Tutorial 4: GitHub For YOUR purposes

Overview

Git is a powerful version control tool that helps track changes to your data files over time. While Git is traditionally used for computer code, it can be just as effective for managing structured data by recording each change, allowing you to compare versions and collaborate efficiently.

Click above image to watch introductory video

Learning Objectives

By the end of this lesson, you will be able to:

Define FAIR data practices
Understand the purpose of git tools
Create a GitHub account
Set up GitHub Desktop to track data files (Excel, CSV, etc.)
Create your first repository
Push data to GitHub (your first "commit")

Prerequisites

None

FAIR Data principles

You may already have seen that the NIH requires researchers to share their data in ways that make it FAIR to maximize its value. Ensuring data is well-documented, openly available, and in standardized formats not only enhances transparency and collaboration but also aligns with NIH’s commitment to advancing scientific discovery.

The FAIR data principles are:

Findable: Data should be assigned unique identifiers (e.g., DOIs) and be discoverable through metadata and search engines.
Accessible: Data should be retrievable through standardized protocols, with clear terms on access (open or restricted).
Interoperable: Data should use standardized formats and vocabularies to enable integration with other datasets.
Reusable: Data should be well-documented with clear licensing to support reuse and replication in different contexts.

Why Research Labs Need Version Control for Data?

Research labs handle large datasets, evolving protocols, and multiple contributors over years. Without version control, it’s easy to:

❌ Lose track of previous datasets when files are updated.
❌ Overwrite important files when multiple people are working on them.
❌ Forget why a dataset changed, especially if students and researchers rotate over time.

How can GitHub Desktop helps with these challenges in data management

Automatic version history for all data files.
Clear tracking of protocol changes in README files.
Collaboration with multiple researchers while preventing data loss.
Integration with automated checks for data integrity (e.g., missing values in CSVs).

The key word: AUTOMATICALLY though we'll not get to THAT until the next tutorial.

Version control tools like Git provide a structured way to track, manage, and document changes to data over time, ensuring that every update, correction, or modification is properly recorded.

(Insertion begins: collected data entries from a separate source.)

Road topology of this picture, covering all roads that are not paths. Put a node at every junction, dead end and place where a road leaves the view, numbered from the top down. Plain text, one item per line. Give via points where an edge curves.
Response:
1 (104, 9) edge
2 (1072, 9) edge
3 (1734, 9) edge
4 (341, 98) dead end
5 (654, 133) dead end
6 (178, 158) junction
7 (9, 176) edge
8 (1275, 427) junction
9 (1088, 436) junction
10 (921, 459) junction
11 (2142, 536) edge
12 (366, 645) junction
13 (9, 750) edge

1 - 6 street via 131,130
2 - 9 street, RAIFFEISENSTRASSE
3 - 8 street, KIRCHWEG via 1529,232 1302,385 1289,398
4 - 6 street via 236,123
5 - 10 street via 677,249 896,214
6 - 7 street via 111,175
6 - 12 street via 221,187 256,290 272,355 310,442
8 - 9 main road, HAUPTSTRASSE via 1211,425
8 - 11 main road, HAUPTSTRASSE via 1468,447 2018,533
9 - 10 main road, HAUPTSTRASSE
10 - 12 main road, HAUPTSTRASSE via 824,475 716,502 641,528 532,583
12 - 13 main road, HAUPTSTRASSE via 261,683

Click above image to watch introductory video

Why Version Control for Research Data?

1️⃣ Ensuring Data Integrity Over Time
Many research projects span years and generate large datasets. Without version control, researchers might accidentally overwrite or lose critical data. Git keeps a full history of changes, so you can always revert to a previous dataset if errors occur.
2️⃣ Managing Changes in Protocols and Methods
Research methodologies evolve over time—new equipment, updated software, or adjusted data collection techniques may be introduced.
If a dataset changes due to a new collection protocol, Git allows researchers to:

Document protocol changes in commit messages.
Compare "before and after" versions of the dataset.
Maintain a clear audit trail of why and how data collection changed over time.

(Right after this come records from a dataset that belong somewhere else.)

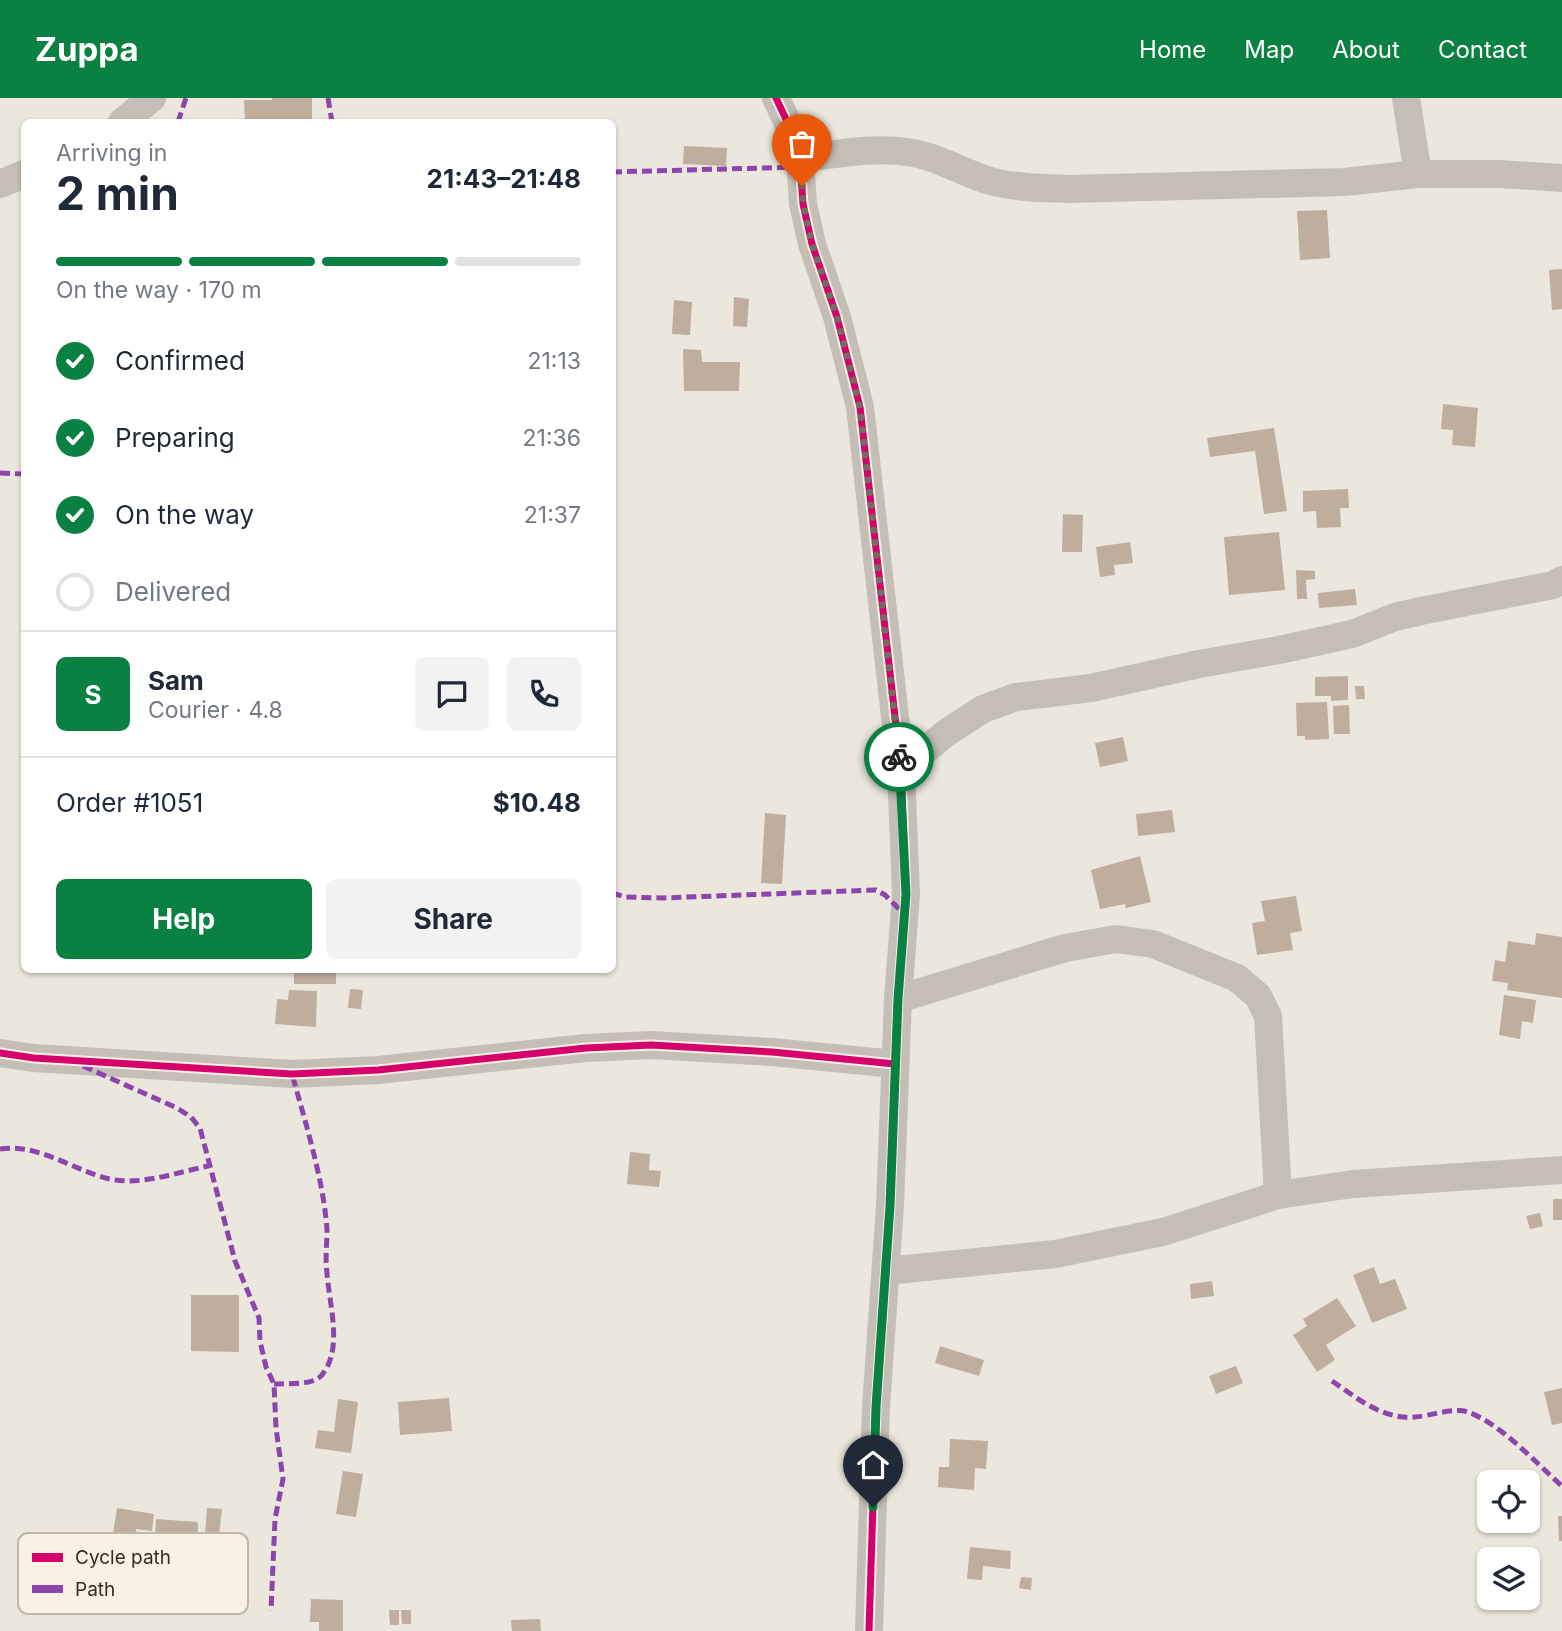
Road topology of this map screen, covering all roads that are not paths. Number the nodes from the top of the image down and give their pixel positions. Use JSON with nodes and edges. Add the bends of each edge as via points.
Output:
{"nodes":[{"id":1,"x":152,"y":98,"type":"edge"},
{"id":2,"x":1406,"y":98,"type":"edge"},
{"id":3,"x":780,"y":101,"type":"edge"},
{"id":4,"x":126,"y":119,"type":"edge"},
{"id":5,"x":800,"y":159,"type":"junction"},
{"id":6,"x":1418,"y":174,"type":"junction"},
{"id":7,"x":21,"y":175,"type":"edge"},
{"id":8,"x":1562,"y":178,"type":"edge"},
{"id":9,"x":0,"y":184,"type":"edge"},
{"id":10,"x":1562,"y":580,"type":"edge"},
{"id":11,"x":901,"y":770,"type":"junction"},
{"id":12,"x":898,"y":999,"type":"junction"},
{"id":13,"x":0,"y":1053,"type":"edge"},
{"id":14,"x":895,"y":1064,"type":"junction"},
{"id":15,"x":1562,"y":1170,"type":"edge"},
{"id":16,"x":1278,"y":1195,"type":"junction"},
{"id":17,"x":886,"y":1272,"type":"junction"},
{"id":18,"x":869,"y":1631,"type":"edge"}],
"edges":[{"from":1,"to":4,"type":"street"},
{"from":2,"to":6,"type":"street"},
{"from":3,"to":5,"type":"street"},
{"from":5,"to":6,"type":"street","via":[[863,151],[909,152],[991,181],[1069,189],[1344,182]]},
{"from":5,"to":11,"type":"street","via":[[812,244],[860,407]]},
{"from":6,"to":8,"type":"street"},
{"from":7,"to":9,"type":"street"},
{"from":10,"to":11,"type":"street","via":[[1395,617],[1352,634],[1279,650],[1091,688],[1016,697],[983,709]]},
{"from":11,"to":12,"type":"street","via":[[906,894]]},
{"from":12,"to":14,"type":"street"},
{"from":12,"to":16,"type":"street","via":[[1065,948],[1116,939],[1153,944],[1237,978],[1258,996],[1268,1016]]},
{"from":13,"to":14,"type":"street","via":[[292,1074],[651,1045]]},
{"from":14,"to":17,"type":"street"},
{"from":15,"to":16,"type":"street","via":[[1353,1184]]},
{"from":16,"to":17,"type":"street","via":[[1163,1232],[1055,1254]]},
{"from":17,"to":18,"type":"street","via":[[876,1407]]}]}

3️⃣ Tracking Contributions from Multiple Students and Researchers
Labs often have a rotating group of students and researchers working on different aspects of the same dataset. Without version control, files may be duplicated, overwritten, or lost.

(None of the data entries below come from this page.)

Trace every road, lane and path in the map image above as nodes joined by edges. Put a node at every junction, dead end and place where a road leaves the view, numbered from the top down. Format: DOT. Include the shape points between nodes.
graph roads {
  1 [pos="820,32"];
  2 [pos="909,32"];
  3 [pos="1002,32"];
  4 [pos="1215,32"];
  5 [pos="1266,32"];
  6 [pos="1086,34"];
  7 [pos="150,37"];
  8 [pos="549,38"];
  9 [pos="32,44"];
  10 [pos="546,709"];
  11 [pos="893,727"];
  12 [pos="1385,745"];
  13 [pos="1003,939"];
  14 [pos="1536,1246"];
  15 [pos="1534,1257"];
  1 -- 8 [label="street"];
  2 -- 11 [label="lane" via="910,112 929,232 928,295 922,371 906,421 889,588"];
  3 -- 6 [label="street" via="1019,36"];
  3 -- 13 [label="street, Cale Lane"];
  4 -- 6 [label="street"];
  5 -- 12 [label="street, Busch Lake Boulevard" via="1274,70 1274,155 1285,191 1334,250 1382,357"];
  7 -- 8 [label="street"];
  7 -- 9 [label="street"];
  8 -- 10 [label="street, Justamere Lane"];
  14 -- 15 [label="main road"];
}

With Git, every change is linked to the individual who made it, making it easy to:

Assign credit for contributions.
Resolve conflicts between different updates.
Prevent accidental data loss due to human error.

4️⃣ Supporting Automated Data Collection and Analysis Pipelines
Many labs use automated sensors, scripts, or instruments that generate data continuously.
Git can be integrated with data pipelines to: - Automatically log changes when new data is added. - Run data validation checks to detect anomalies. - Ensure that analysis scripts always run on the correct version of the dataset.
5️⃣ Reproducibility and Compliance with FAIR Principles - Scientific research relies on reproducibility—other researchers should be able to replicate results. - Keeping a clear history of data versions, updates, and methodology changes ensures that future researchers can trust and understand the dataset. - Many funding agencies and journals now require data provenance tracking, which Git provides naturally.

Now that we understand why research labs need version control, let's set up Git to support long-term data collection.

Step 1: Creating a GitHub Account

Before you can start using GitHub for your materials, you need to create an account. GitHub is a platform that allows you to store, share, and collaborate on code. It is widely used by developers, students, and organizations for managing software projects using Git, a version control system that tracks changes in your code.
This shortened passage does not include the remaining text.